[[ Records for the exercise, beginning ]]
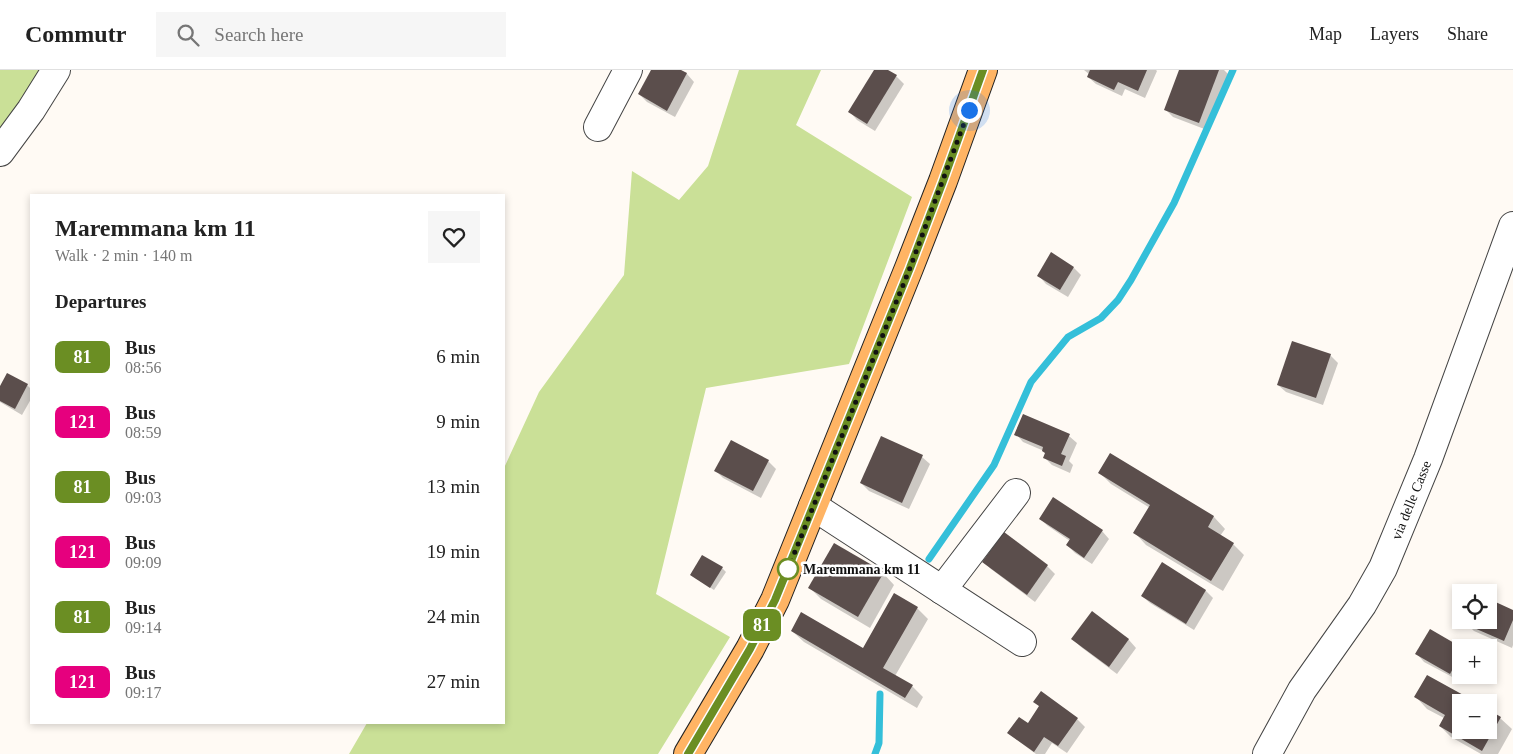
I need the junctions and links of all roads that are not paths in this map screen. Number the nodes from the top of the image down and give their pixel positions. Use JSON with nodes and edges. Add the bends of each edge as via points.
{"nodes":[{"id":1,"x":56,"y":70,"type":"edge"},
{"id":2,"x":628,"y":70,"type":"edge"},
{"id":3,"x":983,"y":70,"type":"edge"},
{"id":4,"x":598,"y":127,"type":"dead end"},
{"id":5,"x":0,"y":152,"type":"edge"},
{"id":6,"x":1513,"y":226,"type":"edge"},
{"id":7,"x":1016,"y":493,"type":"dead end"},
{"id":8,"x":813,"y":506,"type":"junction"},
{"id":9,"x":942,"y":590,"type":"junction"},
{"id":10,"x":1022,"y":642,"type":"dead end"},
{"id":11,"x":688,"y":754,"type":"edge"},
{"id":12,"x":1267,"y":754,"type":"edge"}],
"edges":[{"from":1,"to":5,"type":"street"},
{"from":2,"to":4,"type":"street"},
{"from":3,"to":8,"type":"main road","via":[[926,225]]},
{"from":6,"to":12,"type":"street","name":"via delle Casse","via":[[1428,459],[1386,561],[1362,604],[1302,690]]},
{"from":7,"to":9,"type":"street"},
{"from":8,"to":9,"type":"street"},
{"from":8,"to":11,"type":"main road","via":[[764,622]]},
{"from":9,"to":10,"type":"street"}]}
[[ Records for the exercise, end ]]
# Activity
Give back all of the data exactly, but not the pictures.

# Response
I need the junctions and links of all roads that are not paths in this map screen. Number the nodes from the top of the image down and give their pixel positions. Use JSON with nodes and edges. Add the bends of each edge as via points.
{"nodes":[{"id":1,"x":56,"y":70,"type":"edge"},
{"id":2,"x":628,"y":70,"type":"edge"},
{"id":3,"x":983,"y":70,"type":"edge"},
{"id":4,"x":598,"y":127,"type":"dead end"},
{"id":5,"x":0,"y":152,"type":"edge"},
{"id":6,"x":1513,"y":226,"type":"edge"},
{"id":7,"x":1016,"y":493,"type":"dead end"},
{"id":8,"x":813,"y":506,"type":"junction"},
{"id":9,"x":942,"y":590,"type":"junction"},
{"id":10,"x":1022,"y":642,"type":"dead end"},
{"id":11,"x":688,"y":754,"type":"edge"},
{"id":12,"x":1267,"y":754,"type":"edge"}],
"edges":[{"from":1,"to":5,"type":"street"},
{"from":2,"to":4,"type":"street"},
{"from":3,"to":8,"type":"main road","via":[[926,225]]},
{"from":6,"to":12,"type":"street","name":"via delle Casse","via":[[1428,459],[1386,561],[1362,604],[1302,690]]},
{"from":7,"to":9,"type":"street"},
{"from":8,"to":9,"type":"street"},
{"from":8,"to":11,"type":"main road","via":[[764,622]]},
{"from":9,"to":10,"type":"street"}]}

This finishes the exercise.